Paixão
e Método
Renina Katz tem suas paixões, poucas, diretas
e insubstituíveis. Nos longos anos que acompanho
a execução de seus trabalhos sempre me
foi repetida a importância artística que
ela atribui aos gravadores Piranesi, Goya e Rembrandt.
Isolados como esses, poucos artistas pesquisam traço
a traço, massas de luz e a estrutura das composições.
Artista continua redescobrindo e se encantando com a
obra desses companheiros da gravura. Companheiros. Porque
ela já conquistou assento ao lado desses mestres,
uma vez que se assenhora dos meios técnicos da
profunda historia da gravura e já tem definida
uma expressão plástica que desnuda o seu
universo sensorial.
Sempre
envolvida com o aperfeiçoamento das diversas
fases do trabalho, Renina aplica-se de tal maneira discreta
e precisa aos nossos olhos, até parecendo, em
dado instante que houve uma intervenção
imanente do seu gesto criador, livre do manuseio físico
sobre a chapa de gravura.
Toda
a sua obra relata indiscutível qualidade técnica
e a segurança profissional no desempenho da gravura.
Estes são os suportes insubstituíveis
da expressão da sensibilidade artística
de Renina, também geradora do aprendizado de
dezenas de jovens da Universidade de São Paulo.

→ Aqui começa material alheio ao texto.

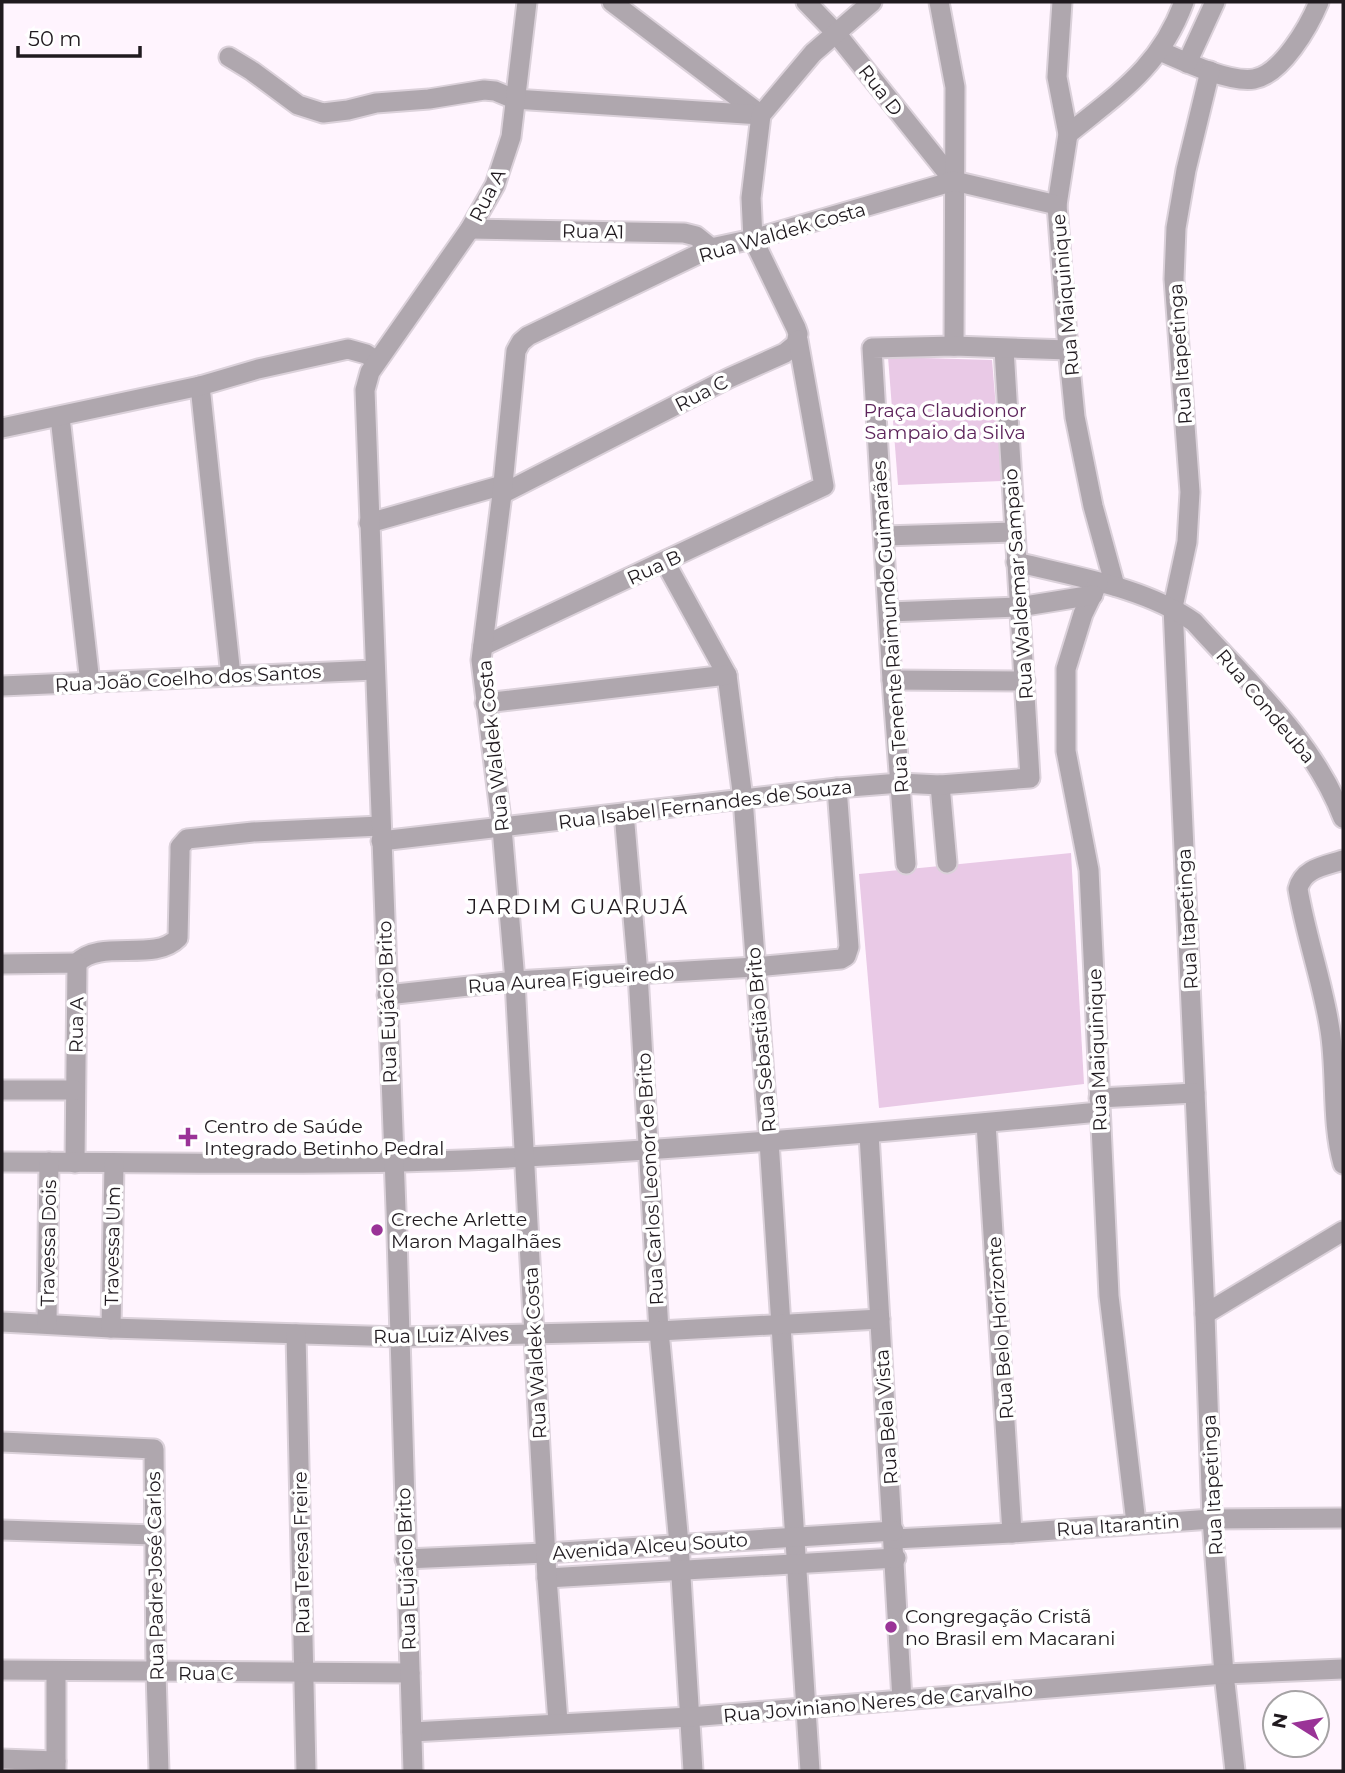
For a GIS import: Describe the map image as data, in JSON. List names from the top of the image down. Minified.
{"streets":{"street":["Rua D","Rua A","Rua A1","Rua Waldek Costa","Rua Maiquinique","Rua Itapetinga","Rua C","Rua B","Rua Waldemar Sampaio","Rua Tenente Raimundo Guimarães","Rua João Coelho dos Santos","Rua Condeuba","Rua Isabel Fernandes de Souza","Rua Aurea Figueiredo","Rua Eujácio Brito","Rua Sebastião Brito","Rua Carlos Leonor de Brito","Travessa Dois","Travessa Um","Rua Belo Horizonte","Rua Luiz Alves","Rua Bela Vista","Rua Itarantin","Avenida Alceu Souto","Rua Teresa Freire","Rua Padre José Carlos","Rua Joviniano Neres de Carvalho"]},"crossings":[["Rua D","Rua Waldek Costa"],["Rua A","Rua A1"],["Rua A","Rua Isabel Fernandes de Souza"],["Rua A","Rua Eujácio Brito"],["Rua A1","Rua Waldek Costa"],["Rua Waldek Costa","Rua Maiquinique"],["Rua Waldek Costa","Rua C"],["Rua Waldek Costa","Rua B"],["Rua Waldek Costa","Rua Isabel Fernandes de Souza"],["Rua Waldek Costa","Rua Aurea Figueiredo"],["Rua Waldek Costa","Rua Luiz Alves"],["Rua Waldek Costa","Avenida Alceu Souto"],["Rua Waldek Costa","Rua Joviniano Neres de Carvalho"],["Rua Maiquinique","Rua Condeuba"],["Rua Maiquinique","Rua Itarantin"],["Rua Itapetinga","Rua Condeuba"],["Rua Itapetinga","Rua Itarantin"],["Rua Itapetinga","Rua Joviniano Neres de Carvalho"],["Rua C","Rua B"],["Rua C","Rua Eujácio Brito"],["Rua C","Rua Teresa Freire"],["Rua C","Rua Padre José Carlos"],["Rua B","Rua Sebastião Brito"],["Rua Waldemar Sampaio","Rua Condeuba"],["Rua Waldemar Sampaio","Rua Isabel Fernandes de Souza"],["Rua Tenente Raimundo Guimarães","Rua Isabel Fernandes de Souza"],["Rua João Coelho dos Santos","Rua Eujácio Brito"],["Rua Isabel Fernandes de Souza","Rua Aurea Figueiredo"],["Rua Isabel Fernandes de Souza","Rua Eujácio Brito"],["Rua Isabel Fernandes de Souza","Rua Sebastião Brito"],["Rua Isabel Fernandes de Souza","Rua Carlos Leonor de Brito"],["Rua Aurea Figueiredo","Rua Eujácio Brito"],["Rua Aurea Figueiredo","Rua Sebastião Brito"],["Rua Aurea Figueiredo","Rua Carlos Leonor de Brito"],["Rua Eujácio Brito","Rua Luiz Alves"],["Rua Eujácio Brito","Avenida Alceu Souto"],["Rua Eujácio Brito","Rua Joviniano Neres de Carvalho"],["Rua Sebastião Brito","Rua Luiz Alves"],["Rua Sebastião Brito","Avenida Alceu Souto"],["Rua Sebastião Brito","Rua Joviniano Neres de Carvalho"],["Rua Carlos Leonor de Brito","Rua Luiz Alves"],["Rua Carlos Leonor de Brito","Avenida Alceu Souto"],["Rua Carlos Leonor de Brito","Rua Joviniano Neres de Carvalho"],["Travessa Dois","Rua Luiz Alves"],["Travessa Um","Rua Luiz Alves"],["Rua Belo Horizonte","Rua Itarantin"],["Rua Luiz Alves","Rua Bela Vista"],["Rua Luiz Alves","Rua Teresa Freire"],["Rua Bela Vista","Rua Itarantin"],["Rua Bela Vista","Avenida Alceu Souto"],["Rua Bela Vista","Rua Joviniano Neres de Carvalho"],["Rua Itarantin","Avenida Alceu Souto"]],"districts":["JARDIM GUARUJÁ"],"parks":["Praça Claudionor Sampaio da Silva"],"places":{"health":["Centro de Saúde Integrado Betinho Pedral"],"other":["Creche Arlette Maron Magalhães","Congregação Cristã no Brasil em Macarani"]},"scale_bar":"50 m","north":"left"}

Muitas teses e doutorados têm a grife dessa compreensiva
analista da arte. Bom lembrar que ela provocou na apresentação
e na defesa de teses universitárias, a exibição
das obras de arte criadas e expostas pelos doutorandos.
A
irredutível Renina trabalha apenas com a presença
ou ausência de luz. E, será na implicada
relação entre o branco e o negro que ela
se entrega às obras de água-forte da presente
mostra.
Nos
locais públicos e, em especial nas exposições
não é difícil presenciar pessoas
intrigadas com o desdobramento das formas e das linhas
das composições plásticas. No contorno
sobreposto a um espaço, um traço, sinuoso,
atravessa parte do papel insinuando o Sol e a Lua, referência
ao ciclo, ao movimento, contínuo. Muitas das
gravuras da artista sugerem que uma área negra
pode dominar o fundo branco do papel ou até,
o contrário, cria áreas de composição
brancas. Sempre haverá um jogo visual que serve
à construção da obra. Aqui esta
definida a delicada capacidade sensorial dessa artista
traçando das correlações entre
fundo e figura. Fogo Fátuo, Fênix, Montanha
e Mar, ou um Lago, representam algumas das figuras que
correspondem aos trabalhos representados na galeria.
No
passado, Renina Katz fez obras que tratam da realidade
aparente, destacando-se as do realismo social. Mais
tarde, ela inicia vibrante produção de
pinturas, gravuras e aquarelas abstratas. A bem dizer,
as água-fortes atuais não retornam ao
realismo mas se aproximam bastante de uma versão
livre das imagens, revestidas de belas figuras e de
traços sintetizados, oriundos do repertório
visual e comum da vida.
Nas
gravuras que domina magistralmente, poia-se em um repertório
estético, acumulado nos tantos anos de trabalho.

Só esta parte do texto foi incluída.